Stored data entries

* * * * *

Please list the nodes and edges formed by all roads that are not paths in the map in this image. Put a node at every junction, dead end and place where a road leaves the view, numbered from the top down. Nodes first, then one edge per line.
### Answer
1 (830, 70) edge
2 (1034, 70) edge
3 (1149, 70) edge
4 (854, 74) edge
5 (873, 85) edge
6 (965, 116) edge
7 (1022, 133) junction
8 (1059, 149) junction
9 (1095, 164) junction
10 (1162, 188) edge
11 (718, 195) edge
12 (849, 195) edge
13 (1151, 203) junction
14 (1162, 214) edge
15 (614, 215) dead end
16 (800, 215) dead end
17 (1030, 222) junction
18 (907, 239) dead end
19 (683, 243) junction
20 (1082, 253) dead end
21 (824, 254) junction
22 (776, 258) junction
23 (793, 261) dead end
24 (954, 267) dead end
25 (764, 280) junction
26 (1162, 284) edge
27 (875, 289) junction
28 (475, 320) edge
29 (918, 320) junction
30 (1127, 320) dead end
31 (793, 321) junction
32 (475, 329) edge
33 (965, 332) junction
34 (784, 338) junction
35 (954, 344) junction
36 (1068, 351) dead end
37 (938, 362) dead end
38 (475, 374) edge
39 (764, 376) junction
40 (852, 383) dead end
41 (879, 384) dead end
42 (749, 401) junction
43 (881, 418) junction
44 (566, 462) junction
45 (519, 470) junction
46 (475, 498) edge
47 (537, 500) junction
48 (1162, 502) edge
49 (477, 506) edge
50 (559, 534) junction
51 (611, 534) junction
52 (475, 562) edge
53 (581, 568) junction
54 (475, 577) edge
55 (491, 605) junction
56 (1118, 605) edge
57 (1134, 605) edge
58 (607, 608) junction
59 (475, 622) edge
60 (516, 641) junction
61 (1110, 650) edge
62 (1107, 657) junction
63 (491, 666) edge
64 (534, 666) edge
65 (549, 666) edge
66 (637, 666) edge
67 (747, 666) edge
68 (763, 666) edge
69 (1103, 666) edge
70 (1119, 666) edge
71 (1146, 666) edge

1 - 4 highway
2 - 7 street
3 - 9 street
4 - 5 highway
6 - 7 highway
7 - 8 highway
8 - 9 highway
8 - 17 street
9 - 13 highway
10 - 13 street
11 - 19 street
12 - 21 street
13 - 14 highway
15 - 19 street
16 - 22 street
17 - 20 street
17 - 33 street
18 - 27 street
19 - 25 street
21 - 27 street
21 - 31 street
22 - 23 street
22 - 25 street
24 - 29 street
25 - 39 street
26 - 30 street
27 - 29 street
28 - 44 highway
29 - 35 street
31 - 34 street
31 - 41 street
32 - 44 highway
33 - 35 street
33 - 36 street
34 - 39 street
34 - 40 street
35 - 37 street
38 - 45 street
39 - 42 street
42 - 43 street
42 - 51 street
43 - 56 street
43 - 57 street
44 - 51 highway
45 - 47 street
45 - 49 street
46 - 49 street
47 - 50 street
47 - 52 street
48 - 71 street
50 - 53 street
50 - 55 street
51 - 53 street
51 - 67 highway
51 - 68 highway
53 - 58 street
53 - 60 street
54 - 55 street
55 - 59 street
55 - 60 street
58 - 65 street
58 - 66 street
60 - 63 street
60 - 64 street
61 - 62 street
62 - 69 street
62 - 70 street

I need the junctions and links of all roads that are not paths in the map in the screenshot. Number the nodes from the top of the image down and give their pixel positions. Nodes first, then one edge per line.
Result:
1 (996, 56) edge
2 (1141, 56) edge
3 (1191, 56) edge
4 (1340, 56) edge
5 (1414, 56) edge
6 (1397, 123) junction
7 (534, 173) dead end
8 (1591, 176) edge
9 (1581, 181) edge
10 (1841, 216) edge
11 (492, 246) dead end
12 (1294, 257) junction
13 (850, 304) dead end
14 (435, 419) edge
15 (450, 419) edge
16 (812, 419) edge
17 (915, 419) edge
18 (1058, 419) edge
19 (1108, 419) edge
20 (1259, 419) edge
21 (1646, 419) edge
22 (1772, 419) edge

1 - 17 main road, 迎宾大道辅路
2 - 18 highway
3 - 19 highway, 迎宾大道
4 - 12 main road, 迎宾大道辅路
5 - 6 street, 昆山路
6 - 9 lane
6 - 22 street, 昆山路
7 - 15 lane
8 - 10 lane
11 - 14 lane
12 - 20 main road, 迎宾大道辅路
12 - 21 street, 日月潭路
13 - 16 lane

* * * * *

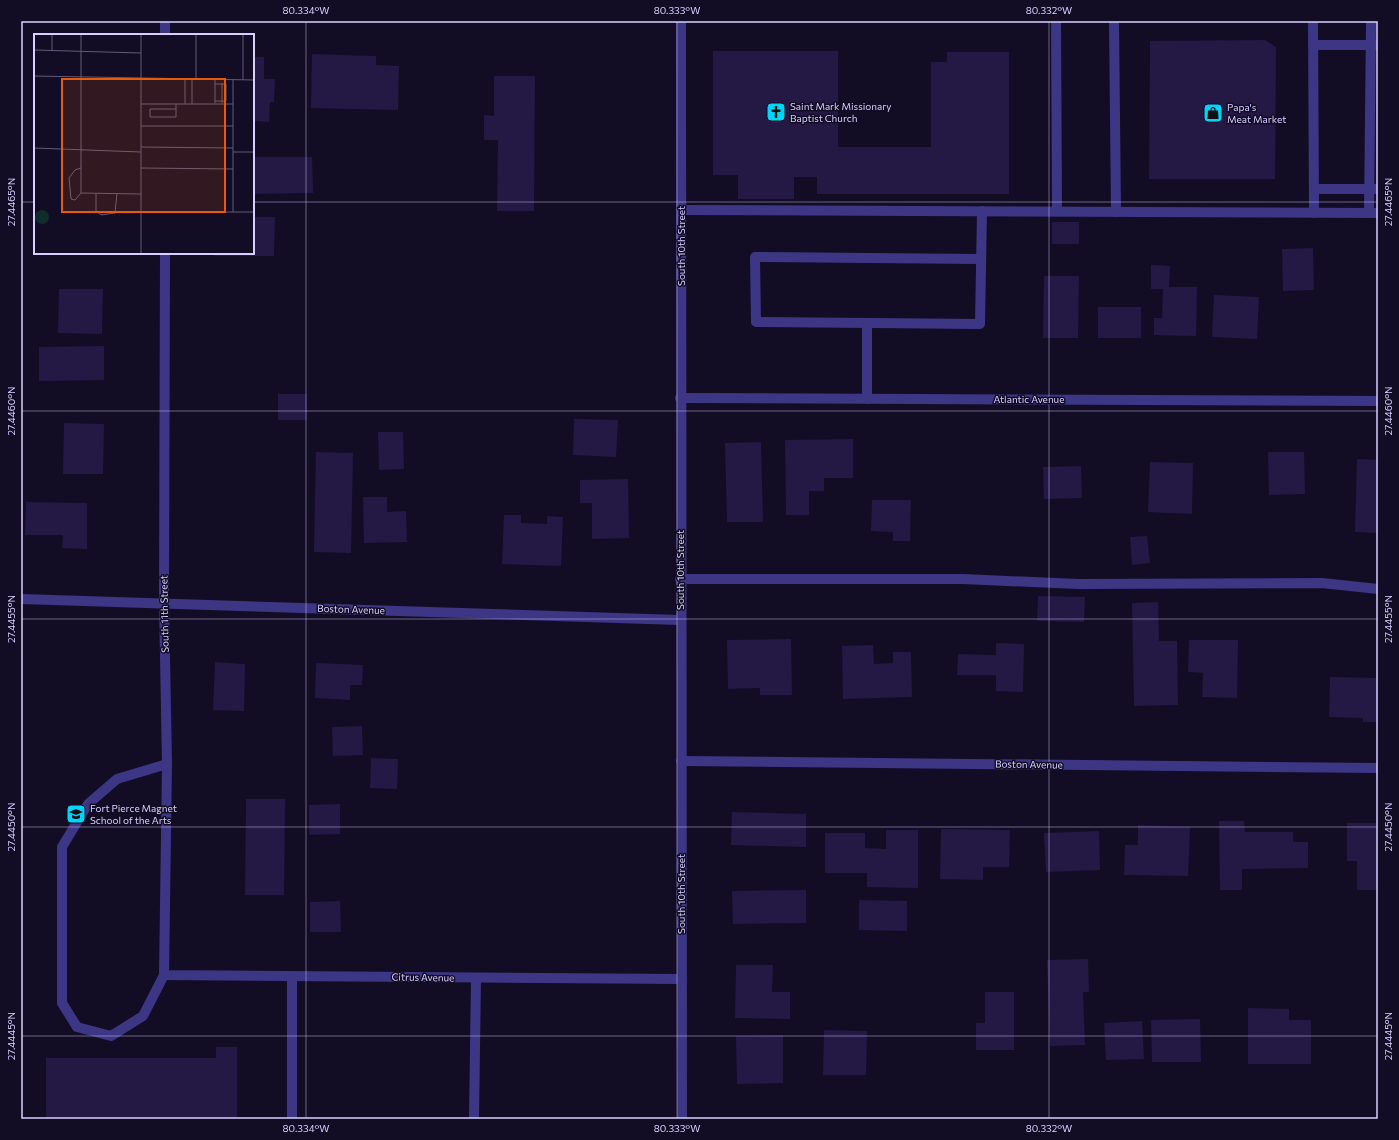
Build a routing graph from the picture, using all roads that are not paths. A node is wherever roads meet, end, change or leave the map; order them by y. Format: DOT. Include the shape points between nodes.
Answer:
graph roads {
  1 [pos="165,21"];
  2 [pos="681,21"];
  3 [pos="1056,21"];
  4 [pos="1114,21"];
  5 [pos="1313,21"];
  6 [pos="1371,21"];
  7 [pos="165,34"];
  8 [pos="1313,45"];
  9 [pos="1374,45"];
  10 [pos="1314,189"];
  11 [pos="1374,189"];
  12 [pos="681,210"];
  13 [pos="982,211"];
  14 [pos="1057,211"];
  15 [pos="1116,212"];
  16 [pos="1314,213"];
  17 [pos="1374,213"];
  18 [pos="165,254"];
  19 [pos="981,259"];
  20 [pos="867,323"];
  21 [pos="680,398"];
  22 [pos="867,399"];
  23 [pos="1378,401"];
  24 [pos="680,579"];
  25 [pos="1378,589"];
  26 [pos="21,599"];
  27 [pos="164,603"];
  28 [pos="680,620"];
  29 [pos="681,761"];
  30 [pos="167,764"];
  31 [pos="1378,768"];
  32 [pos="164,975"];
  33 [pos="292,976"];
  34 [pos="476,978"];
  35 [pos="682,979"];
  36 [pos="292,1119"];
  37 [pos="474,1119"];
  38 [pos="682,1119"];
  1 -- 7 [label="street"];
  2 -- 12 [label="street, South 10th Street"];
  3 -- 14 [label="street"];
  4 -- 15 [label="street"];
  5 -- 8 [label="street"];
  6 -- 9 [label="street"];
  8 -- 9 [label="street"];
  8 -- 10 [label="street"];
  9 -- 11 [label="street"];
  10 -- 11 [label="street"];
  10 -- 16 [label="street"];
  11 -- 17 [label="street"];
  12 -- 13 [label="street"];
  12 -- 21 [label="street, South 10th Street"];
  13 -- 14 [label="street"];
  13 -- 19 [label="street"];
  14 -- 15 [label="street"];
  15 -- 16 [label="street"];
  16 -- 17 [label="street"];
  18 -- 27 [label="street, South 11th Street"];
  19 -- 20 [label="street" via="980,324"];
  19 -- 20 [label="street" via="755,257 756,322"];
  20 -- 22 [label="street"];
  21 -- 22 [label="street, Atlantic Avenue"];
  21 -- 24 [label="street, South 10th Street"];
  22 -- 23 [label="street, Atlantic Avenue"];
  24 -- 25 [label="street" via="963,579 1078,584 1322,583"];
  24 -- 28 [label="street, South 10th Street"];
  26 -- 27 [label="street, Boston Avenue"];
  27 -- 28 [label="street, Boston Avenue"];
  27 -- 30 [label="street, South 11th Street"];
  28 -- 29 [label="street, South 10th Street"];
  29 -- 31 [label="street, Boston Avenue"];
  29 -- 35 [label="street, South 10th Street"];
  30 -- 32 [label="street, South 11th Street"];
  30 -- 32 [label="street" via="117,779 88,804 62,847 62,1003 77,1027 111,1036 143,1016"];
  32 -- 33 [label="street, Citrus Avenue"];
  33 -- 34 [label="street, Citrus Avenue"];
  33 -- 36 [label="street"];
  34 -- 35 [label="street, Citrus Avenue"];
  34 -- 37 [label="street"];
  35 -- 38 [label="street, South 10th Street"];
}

* * * * *

Reproduce every line from the entries that holds the word "graph".

Build a routing graph from the picture, using all roads that are not paths. A node is wherever roads meet, end, change or leave the map; order them by y. Format: DOT. Include the shape points between nodes.
graph roads {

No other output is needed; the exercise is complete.